Goal of the exercise
Please return every line of the records below that holds the word "main".
=== Data shown ===
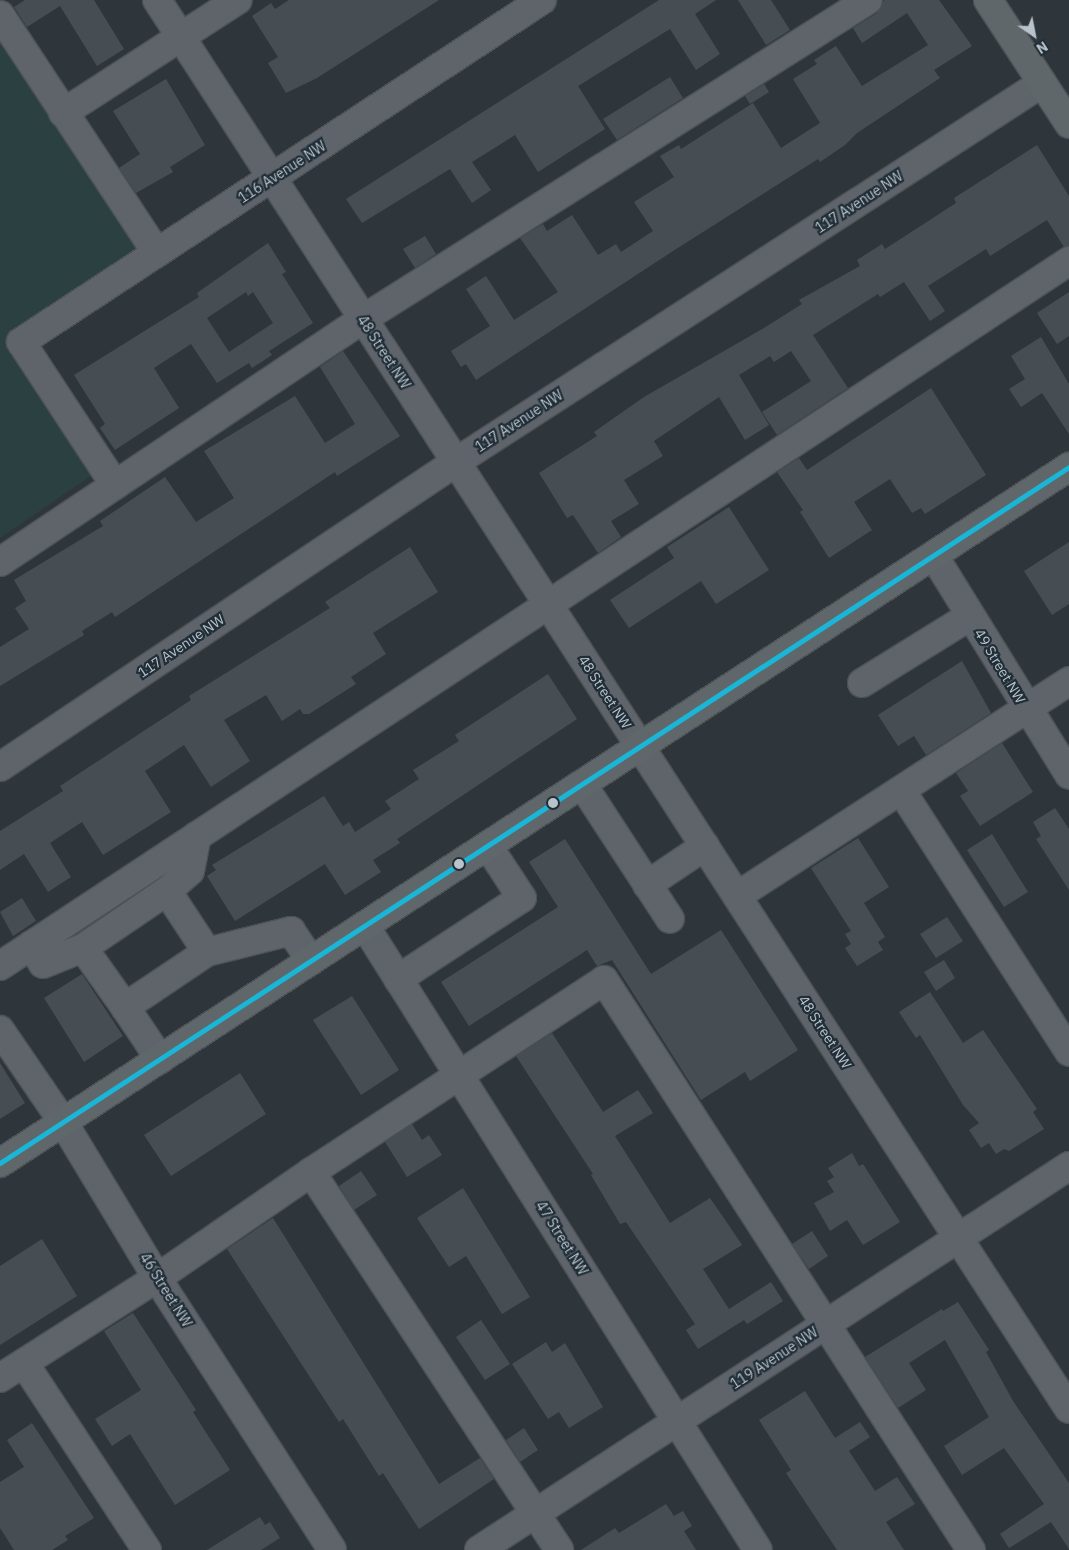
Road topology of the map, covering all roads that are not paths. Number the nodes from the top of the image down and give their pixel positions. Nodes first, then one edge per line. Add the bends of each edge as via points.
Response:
1 (157, 0) edge
2 (238, 0) edge
3 (542, 0) edge
4 (868, 0) edge
5 (988, 0) edge
6 (0, 15) edge
7 (180, 37) junction
8 (1042, 83) junction
9 (63, 113) junction
10 (1069, 124) edge
11 (272, 179) junction
12 (157, 253) junction
13 (1069, 261) edge
14 (363, 319) junction
15 (456, 462) junction
16 (1069, 467) edge
17 (115, 485) junction
18 (934, 556) junction
19 (0, 562) edge
20 (548, 605) junction
21 (970, 616) junction
22 (1069, 681) edge
23 (862, 683) dead end
24 (1026, 709) junction
25 (641, 747) junction
26 (0, 767) edge
27 (1069, 775) edge
28 (582, 784) junction
29 (901, 790) junction
30 (198, 836) junction
31 (488, 846) junction
32 (705, 846) junction
33 (647, 885) junction
34 (167, 892) junction
35 (737, 896) junction
36 (670, 920) dead end
37 (366, 926) junction
38 (32, 945) junction
39 (83, 948) junction
40 (207, 952) junction
41 (311, 961) junction
42 (0, 966) edge
43 (398, 979) junction
44 (125, 1007) junction
45 (0, 1030) edge
46 (1069, 1052) edge
47 (160, 1059) junction
48 (458, 1075) junction
49 (63, 1122) junction
50 (0, 1163) edge
51 (1069, 1166) edge
52 (312, 1172) junction
53 (958, 1238) junction
54 (157, 1278) junction
55 (825, 1325) junction
56 (24, 1362) junction
57 (0, 1378) edge
58 (1069, 1409) edge
59 (678, 1420) junction
60 (535, 1514) junction
61 (147, 1550) edge
62 (332, 1550) edge
63 (479, 1550) edge
64 (559, 1550) edge
65 (758, 1550) edge
66 (971, 1550) edge

1 - 7 street, 48 Street NW
2 - 7 street
3 - 11 street, 116 Avenue NW
4 - 14 street
5 - 8 main road
6 - 9 street
7 - 9 street
7 - 11 street, 48 Street NW
8 - 10 main road
8 - 15 street, 117 Avenue NW
9 - 12 street
11 - 12 street, 116 Avenue NW
11 - 14 street, 48 Street NW
12 - 17 street, 116 Avenue NW via 21,342
13 - 20 street
14 - 15 street, 48 Street NW
14 - 17 street
15 - 20 street, 48 Street NW
15 - 26 street, 117 Avenue NW
16 - 18 main road
17 - 19 street
18 - 21 street, 49 Street NW
18 - 25 main road
20 - 25 street, 48 Street NW
20 - 30 street
21 - 23 street
21 - 24 street, 49 Street NW
22 - 24 street
24 - 27 street, 49 Street NW
24 - 29 street
25 - 28 main road
25 - 32 street, 48 Street NW
28 - 31 main road
28 - 33 street
29 - 35 street
29 - 46 street
30 - 34 street via 190,871
30 - 38 street
31 - 37 main road
31 - 43 street via 522,898
32 - 33 street
32 - 35 street, 48 Street NW
33 - 36 street
34 - 39 street
34 - 40 street
35 - 53 street, 48 Street NW
37 - 41 main road
37 - 43 street, 47 Street NW
38 - 39 street via 43,964
38 - 42 street
39 - 44 street
40 - 41 street via 291,931
40 - 44 street
41 - 47 main road
43 - 48 street, 47 Street NW
44 - 47 street
45 - 49 street, 46 Street NW
47 - 49 main road
48 - 52 street
48 - 55 street via 604,980
48 - 59 street, 47 Street NW
49 - 50 main road
49 - 54 street, 46 Street NW
51 - 53 street, 119 Avenue NW
52 - 54 street
52 - 60 street
53 - 55 street, 119 Avenue NW
53 - 58 street, 48 Street NW
54 - 56 street
54 - 62 street, 46 Street NW
55 - 59 street, 119 Avenue NW
55 - 66 street
56 - 57 street
56 - 61 street
59 - 60 street, 119 Avenue NW
59 - 65 street, 47 Street NW
60 - 63 street, 119 Avenue NW
60 - 64 street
===
Exercise solution
5 - 8 main road
8 - 10 main road
16 - 18 main road
18 - 25 main road
25 - 28 main road
28 - 31 main road
31 - 37 main road
37 - 41 main road
41 - 47 main road
47 - 49 main road
49 - 50 main road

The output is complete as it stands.